__GIVEN INFORMATION__:
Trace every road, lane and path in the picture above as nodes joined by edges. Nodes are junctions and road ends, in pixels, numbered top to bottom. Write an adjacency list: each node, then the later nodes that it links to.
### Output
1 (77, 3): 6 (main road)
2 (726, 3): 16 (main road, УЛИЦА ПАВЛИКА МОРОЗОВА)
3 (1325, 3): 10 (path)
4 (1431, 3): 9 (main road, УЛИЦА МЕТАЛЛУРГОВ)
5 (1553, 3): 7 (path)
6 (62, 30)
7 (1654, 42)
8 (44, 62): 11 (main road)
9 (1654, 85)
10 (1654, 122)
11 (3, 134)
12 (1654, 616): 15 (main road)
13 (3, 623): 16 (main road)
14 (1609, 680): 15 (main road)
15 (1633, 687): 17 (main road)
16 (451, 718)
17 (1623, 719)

__REQUIREMENT__: Each record above needs to be reproduced exactly as written.

__PROBLEM SOLUTION__:
Trace every road, lane and path in the picture above as nodes joined by edges. Nodes are junctions and road ends, in pixels, numbered top to bottom. Write an adjacency list: each node, then the later nodes that it links to.
### Output
1 (77, 3): 6 (main road)
2 (726, 3): 16 (main road, УЛИЦА ПАВЛИКА МОРОЗОВА)
3 (1325, 3): 10 (path)
4 (1431, 3): 9 (main road, УЛИЦА МЕТАЛЛУРГОВ)
5 (1553, 3): 7 (path)
6 (62, 30)
7 (1654, 42)
8 (44, 62): 11 (main road)
9 (1654, 85)
10 (1654, 122)
11 (3, 134)
12 (1654, 616): 15 (main road)
13 (3, 623): 16 (main road)
14 (1609, 680): 15 (main road)
15 (1633, 687): 17 (main road)
16 (451, 718)
17 (1623, 719)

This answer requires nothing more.